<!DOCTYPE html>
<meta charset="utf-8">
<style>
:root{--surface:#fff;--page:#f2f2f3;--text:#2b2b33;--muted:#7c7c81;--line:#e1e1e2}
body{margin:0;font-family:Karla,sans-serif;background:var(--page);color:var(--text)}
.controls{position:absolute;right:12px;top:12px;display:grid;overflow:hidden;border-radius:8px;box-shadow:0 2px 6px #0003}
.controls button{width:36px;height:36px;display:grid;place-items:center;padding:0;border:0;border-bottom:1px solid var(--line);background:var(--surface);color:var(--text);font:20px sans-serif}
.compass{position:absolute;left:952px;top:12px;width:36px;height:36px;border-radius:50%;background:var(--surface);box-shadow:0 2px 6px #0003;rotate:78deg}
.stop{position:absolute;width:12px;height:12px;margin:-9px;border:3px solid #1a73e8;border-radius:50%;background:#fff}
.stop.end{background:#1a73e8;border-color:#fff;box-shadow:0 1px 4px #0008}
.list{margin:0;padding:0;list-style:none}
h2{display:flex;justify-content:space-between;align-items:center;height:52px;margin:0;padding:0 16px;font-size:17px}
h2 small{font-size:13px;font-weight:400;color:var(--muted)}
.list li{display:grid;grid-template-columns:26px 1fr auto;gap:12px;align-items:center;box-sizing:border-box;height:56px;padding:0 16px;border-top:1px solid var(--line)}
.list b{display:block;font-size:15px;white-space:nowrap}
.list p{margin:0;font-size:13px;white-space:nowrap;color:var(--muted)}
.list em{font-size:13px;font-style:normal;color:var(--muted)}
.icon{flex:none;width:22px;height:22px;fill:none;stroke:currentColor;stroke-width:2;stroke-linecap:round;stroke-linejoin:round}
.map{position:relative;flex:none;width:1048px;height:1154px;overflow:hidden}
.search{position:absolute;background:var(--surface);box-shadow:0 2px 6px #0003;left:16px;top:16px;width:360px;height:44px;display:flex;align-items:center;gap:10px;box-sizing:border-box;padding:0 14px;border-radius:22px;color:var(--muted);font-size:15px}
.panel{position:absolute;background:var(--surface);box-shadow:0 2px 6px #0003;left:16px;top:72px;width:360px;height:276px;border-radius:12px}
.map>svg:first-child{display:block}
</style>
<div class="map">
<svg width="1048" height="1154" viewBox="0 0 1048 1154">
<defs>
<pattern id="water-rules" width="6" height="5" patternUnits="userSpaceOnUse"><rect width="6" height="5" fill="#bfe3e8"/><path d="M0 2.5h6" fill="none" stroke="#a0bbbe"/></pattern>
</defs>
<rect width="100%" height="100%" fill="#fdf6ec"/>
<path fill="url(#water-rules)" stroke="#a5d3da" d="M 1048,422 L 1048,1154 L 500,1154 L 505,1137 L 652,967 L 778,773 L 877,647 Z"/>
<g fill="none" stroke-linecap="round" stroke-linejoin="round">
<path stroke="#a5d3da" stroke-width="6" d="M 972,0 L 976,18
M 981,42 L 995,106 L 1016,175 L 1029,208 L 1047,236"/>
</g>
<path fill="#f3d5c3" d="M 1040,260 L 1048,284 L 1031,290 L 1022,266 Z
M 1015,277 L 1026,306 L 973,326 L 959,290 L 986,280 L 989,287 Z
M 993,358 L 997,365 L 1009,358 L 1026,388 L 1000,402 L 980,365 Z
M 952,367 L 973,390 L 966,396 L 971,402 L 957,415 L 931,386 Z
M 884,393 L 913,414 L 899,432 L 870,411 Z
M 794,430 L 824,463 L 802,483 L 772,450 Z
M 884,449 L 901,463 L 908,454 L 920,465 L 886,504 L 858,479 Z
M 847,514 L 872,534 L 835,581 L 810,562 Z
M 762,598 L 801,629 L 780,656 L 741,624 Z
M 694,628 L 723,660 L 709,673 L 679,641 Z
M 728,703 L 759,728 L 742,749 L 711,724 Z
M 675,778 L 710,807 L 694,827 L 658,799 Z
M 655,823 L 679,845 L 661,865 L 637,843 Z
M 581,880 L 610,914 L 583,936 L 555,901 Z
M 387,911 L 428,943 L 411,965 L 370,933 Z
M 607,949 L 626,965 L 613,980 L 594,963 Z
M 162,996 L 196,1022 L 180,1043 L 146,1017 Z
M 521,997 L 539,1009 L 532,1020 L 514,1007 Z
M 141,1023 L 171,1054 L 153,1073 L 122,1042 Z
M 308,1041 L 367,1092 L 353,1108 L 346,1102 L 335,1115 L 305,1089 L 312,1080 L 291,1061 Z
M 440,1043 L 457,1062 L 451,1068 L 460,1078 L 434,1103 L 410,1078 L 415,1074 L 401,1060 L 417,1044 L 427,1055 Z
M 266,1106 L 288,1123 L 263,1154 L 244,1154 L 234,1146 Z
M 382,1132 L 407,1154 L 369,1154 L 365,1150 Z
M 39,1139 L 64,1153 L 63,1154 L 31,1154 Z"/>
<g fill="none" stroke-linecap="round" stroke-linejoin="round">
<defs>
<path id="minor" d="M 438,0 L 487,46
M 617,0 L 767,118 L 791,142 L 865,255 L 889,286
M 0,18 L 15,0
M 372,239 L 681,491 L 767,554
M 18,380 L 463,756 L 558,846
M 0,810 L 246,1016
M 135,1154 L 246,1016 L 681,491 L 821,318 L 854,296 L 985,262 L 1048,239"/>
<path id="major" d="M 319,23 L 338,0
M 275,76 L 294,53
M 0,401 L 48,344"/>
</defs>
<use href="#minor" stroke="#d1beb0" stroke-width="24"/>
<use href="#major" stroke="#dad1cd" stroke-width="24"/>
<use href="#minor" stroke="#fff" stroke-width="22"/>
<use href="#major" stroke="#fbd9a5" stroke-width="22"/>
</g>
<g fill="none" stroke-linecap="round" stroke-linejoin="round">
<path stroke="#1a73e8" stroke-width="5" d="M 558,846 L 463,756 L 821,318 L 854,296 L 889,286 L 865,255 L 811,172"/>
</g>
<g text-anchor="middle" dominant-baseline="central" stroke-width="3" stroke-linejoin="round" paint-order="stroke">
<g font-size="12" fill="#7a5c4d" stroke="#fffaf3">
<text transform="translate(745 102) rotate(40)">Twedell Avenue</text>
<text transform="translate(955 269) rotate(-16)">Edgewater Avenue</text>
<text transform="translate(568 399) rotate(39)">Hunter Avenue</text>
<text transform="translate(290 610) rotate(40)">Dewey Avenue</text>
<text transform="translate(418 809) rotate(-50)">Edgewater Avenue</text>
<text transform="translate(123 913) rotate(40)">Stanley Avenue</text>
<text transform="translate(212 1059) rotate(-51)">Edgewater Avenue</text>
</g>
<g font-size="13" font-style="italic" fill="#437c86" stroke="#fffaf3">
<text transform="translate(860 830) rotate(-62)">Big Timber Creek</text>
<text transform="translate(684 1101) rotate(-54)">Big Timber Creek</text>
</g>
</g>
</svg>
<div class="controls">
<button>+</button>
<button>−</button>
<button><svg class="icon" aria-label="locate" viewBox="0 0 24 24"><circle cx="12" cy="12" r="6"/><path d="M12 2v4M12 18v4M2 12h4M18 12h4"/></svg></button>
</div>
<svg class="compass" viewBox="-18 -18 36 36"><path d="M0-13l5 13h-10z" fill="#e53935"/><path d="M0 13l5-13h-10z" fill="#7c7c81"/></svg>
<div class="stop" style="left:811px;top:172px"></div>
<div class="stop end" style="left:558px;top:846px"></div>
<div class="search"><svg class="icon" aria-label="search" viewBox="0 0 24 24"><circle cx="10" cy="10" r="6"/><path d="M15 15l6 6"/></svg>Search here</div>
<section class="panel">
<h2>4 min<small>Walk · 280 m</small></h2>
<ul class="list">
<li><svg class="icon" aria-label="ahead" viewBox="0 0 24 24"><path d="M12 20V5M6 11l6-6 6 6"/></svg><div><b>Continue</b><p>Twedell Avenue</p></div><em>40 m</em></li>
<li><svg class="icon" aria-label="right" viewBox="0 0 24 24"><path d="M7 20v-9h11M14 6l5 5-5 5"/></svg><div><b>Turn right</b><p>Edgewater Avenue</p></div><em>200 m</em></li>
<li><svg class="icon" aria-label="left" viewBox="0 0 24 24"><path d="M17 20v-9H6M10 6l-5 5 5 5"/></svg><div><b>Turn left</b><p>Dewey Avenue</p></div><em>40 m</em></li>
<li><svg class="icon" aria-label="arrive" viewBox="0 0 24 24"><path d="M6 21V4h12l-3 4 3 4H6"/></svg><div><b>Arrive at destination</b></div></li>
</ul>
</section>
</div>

________________

_Exercise goal_:
Which of the lines in the data hold the string "list"? Report each of them by copying it.

_Answer space_:
.list{margin:0;padding:0;list-style:none}
.list li{display:grid;grid-template-columns:26px 1fr auto;gap:12px;align-items:center;box-sizing:border-box;height:56px;padding:0 16px;border-top:1px solid var(--line)}
.list b{display:block;font-size:15px;white-space:nowrap}
.list p{margin:0;font-size:13px;white-space:nowrap;color:var(--muted)}
.list em{font-size:13px;font-style:normal;color:var(--muted)}
<ul class="list">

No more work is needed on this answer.